Mets un peu de fard, crois-moi ; c’est très-nécessaire à tout âge. — Je vais sonner ta femme de chambre.
LOUISE, la retenant. Pas encore ! je me sens mal. Laissez-moi respirer, on étouffe ici ! (Elle ouvre la porte vitrée, qui donne sur le balcon.)
ROXANE. Moi, je trouve qu’on y gèle en plein été avec ce vent du nord. Ah ! ton royaume ne sera pas gai, ma pauvre Louise ! Ce château est un navire échoué sur un écueil ; c’est pour cela qu’il ne faut pas empêcher le marquis d’y recevoir joyeuse compagnie. C’est un peu mêlé, j’ai donné un coup d’œil au salon tout à l’heure, il y a de tout ; mais, en temps d’insurrection, il faut tolérer bien des choses. — Tu ne m’écoutes pas ?
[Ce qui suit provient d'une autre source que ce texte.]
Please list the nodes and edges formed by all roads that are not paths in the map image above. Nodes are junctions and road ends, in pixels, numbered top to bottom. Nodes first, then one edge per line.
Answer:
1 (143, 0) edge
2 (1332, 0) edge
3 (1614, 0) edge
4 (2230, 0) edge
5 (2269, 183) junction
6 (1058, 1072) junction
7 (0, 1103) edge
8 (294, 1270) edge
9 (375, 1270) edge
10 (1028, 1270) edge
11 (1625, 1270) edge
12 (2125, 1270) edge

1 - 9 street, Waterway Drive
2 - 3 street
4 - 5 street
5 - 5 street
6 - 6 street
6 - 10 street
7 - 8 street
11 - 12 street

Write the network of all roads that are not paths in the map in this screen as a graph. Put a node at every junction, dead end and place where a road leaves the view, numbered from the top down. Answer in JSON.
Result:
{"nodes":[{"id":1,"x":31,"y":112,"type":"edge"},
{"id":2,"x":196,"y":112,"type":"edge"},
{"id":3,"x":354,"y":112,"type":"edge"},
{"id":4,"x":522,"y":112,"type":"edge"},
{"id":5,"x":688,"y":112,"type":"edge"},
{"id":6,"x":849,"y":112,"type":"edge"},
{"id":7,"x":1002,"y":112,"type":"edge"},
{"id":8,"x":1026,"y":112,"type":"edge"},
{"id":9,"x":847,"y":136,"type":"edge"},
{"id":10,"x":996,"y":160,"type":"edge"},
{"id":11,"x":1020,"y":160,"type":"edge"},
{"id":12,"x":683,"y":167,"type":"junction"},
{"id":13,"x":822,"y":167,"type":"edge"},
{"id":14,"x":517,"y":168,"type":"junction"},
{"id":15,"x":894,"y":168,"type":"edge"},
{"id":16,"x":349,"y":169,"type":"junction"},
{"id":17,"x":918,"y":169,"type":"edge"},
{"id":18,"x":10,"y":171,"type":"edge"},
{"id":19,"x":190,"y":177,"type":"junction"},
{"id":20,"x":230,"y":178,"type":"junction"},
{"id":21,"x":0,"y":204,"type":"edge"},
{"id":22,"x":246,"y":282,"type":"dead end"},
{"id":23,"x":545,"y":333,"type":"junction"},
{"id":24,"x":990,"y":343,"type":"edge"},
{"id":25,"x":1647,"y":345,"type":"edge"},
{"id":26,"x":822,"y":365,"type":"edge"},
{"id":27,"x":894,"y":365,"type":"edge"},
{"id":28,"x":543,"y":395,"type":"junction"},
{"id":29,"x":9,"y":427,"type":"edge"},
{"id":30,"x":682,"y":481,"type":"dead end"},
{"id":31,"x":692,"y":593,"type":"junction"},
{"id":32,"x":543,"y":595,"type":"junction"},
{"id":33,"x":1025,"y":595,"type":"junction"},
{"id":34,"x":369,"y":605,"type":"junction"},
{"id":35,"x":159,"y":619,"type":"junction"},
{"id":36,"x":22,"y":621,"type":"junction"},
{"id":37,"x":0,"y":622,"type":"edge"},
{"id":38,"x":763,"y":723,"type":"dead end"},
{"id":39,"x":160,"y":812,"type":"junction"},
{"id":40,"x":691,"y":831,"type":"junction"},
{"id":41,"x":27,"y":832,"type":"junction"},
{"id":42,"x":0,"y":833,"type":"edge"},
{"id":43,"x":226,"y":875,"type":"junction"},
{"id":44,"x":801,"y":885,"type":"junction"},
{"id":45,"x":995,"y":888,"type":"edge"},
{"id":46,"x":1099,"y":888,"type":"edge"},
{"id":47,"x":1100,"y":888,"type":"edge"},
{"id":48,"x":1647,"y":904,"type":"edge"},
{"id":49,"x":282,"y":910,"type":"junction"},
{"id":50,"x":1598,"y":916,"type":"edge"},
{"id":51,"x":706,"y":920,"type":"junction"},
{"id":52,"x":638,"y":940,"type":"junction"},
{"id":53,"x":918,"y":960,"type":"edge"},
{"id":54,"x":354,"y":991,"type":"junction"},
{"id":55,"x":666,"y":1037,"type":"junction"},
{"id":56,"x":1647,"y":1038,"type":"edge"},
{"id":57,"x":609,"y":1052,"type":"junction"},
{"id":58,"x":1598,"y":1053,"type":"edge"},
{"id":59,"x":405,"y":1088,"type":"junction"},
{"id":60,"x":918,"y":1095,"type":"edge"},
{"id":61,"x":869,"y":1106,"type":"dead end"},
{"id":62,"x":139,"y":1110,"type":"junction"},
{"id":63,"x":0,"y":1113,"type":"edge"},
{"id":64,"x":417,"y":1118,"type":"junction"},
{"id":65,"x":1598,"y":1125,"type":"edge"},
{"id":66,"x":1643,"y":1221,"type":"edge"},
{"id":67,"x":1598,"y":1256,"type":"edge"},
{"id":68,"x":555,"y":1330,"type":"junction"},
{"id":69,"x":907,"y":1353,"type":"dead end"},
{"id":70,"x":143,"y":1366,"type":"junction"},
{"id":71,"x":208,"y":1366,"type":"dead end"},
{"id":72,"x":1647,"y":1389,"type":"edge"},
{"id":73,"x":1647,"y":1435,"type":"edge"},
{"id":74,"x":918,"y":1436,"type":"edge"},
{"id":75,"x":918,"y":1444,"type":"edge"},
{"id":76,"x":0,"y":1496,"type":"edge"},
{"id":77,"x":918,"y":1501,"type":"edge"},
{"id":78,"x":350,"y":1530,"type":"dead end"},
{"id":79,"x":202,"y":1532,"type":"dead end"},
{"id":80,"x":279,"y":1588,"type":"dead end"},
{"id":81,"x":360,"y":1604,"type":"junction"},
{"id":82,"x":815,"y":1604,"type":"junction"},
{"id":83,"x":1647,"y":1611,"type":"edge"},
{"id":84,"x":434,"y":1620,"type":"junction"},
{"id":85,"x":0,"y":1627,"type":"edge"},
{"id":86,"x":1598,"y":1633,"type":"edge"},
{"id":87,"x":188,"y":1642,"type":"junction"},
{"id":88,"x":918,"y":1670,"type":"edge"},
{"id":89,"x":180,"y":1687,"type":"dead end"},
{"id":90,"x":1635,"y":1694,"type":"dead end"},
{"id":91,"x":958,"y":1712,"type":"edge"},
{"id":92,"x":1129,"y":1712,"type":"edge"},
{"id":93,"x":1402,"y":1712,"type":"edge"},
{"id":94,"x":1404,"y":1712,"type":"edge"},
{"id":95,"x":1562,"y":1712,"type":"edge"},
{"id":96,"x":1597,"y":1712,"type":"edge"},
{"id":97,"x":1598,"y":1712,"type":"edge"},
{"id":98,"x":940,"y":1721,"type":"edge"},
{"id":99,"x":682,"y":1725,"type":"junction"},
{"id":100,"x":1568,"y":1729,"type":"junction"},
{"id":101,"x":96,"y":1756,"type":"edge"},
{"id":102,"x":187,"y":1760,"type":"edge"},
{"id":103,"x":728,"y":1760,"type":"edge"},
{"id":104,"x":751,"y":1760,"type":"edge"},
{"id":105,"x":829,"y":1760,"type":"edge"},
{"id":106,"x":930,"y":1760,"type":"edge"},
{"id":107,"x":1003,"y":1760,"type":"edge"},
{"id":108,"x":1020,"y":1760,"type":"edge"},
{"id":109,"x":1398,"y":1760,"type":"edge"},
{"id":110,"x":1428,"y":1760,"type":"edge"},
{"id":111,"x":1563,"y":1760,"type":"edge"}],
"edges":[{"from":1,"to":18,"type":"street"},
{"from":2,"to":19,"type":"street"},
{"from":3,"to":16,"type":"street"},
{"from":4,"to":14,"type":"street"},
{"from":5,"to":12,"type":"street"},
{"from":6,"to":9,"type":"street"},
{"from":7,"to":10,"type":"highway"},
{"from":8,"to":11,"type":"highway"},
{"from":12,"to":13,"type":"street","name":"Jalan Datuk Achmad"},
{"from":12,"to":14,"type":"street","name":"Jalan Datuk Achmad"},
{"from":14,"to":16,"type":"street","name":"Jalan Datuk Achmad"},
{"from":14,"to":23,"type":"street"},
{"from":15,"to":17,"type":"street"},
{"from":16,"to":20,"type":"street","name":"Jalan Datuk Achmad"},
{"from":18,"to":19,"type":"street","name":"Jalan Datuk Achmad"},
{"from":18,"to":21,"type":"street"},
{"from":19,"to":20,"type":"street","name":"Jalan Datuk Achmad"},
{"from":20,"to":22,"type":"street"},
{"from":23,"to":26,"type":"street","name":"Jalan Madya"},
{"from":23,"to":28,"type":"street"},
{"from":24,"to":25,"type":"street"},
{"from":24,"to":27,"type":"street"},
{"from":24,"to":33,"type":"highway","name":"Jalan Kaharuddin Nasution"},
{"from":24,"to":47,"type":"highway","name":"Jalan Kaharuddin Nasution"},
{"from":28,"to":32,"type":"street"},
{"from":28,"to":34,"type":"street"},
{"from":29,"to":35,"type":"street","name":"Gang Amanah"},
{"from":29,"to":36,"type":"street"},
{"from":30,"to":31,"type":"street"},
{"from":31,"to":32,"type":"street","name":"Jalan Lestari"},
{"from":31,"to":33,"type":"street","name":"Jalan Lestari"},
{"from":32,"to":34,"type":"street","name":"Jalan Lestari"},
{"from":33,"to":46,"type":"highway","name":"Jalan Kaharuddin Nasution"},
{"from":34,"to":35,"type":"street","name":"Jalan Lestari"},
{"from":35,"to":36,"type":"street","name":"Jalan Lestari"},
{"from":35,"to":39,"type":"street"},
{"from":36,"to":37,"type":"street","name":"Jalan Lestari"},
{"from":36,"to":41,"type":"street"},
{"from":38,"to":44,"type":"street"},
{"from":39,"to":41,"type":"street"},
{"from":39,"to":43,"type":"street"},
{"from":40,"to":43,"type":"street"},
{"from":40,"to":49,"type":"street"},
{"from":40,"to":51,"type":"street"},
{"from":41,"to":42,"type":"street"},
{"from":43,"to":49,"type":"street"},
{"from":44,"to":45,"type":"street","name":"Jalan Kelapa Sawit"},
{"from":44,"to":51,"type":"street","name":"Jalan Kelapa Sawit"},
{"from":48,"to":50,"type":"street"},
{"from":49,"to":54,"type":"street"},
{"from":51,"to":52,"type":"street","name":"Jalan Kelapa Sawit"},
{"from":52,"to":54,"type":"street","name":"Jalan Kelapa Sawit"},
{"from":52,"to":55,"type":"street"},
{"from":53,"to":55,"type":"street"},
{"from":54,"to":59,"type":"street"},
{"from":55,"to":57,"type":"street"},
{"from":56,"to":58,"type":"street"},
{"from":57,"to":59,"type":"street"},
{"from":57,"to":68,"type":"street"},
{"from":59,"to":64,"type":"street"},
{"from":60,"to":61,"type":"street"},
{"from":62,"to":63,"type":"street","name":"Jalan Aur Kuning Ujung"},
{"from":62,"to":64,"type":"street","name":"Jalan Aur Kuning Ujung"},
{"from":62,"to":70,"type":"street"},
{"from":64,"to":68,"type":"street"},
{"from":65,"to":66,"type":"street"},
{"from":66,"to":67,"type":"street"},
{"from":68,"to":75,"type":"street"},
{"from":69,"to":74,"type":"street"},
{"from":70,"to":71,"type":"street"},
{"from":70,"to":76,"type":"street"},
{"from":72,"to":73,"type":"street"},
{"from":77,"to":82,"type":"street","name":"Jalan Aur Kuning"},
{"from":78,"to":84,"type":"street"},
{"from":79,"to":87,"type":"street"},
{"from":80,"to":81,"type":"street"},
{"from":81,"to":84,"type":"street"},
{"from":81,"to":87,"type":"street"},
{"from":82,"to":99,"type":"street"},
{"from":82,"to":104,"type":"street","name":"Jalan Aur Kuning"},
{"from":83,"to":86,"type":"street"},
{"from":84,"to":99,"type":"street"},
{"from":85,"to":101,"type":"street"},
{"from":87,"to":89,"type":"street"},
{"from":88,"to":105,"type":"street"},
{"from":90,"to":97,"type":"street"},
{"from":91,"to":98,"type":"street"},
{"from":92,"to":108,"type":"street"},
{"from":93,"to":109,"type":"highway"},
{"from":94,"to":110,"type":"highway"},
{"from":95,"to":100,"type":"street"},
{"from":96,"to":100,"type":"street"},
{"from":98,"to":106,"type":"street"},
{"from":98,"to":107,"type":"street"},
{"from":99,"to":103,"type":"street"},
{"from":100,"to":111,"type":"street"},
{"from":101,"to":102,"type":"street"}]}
LOUISE. Si fait ! vous disiez que l’endroit est triste ? Il est effrayant !
ROXANE. Oh ! effrayant ! ne parle pas de ça ! Il y revient certainement !… Heureusement, ce soir, il y aura du bruit, de la gaieté ; mais, la nuit dernière… Ah ! je ne veux pas te le dire, tu prendrais peur aussi.
LOUISE. Peur ? — Non, ma tante, je ne crois pas aux revenants, moi !
ROXANE. Tu es bien heureuse de n’en avoir jamais vu ! moi… Mais je ferai aussi bien de garder ça pour moi.
LOUISE. Dites tout ce que vous voudrez. Je n’y crois pas.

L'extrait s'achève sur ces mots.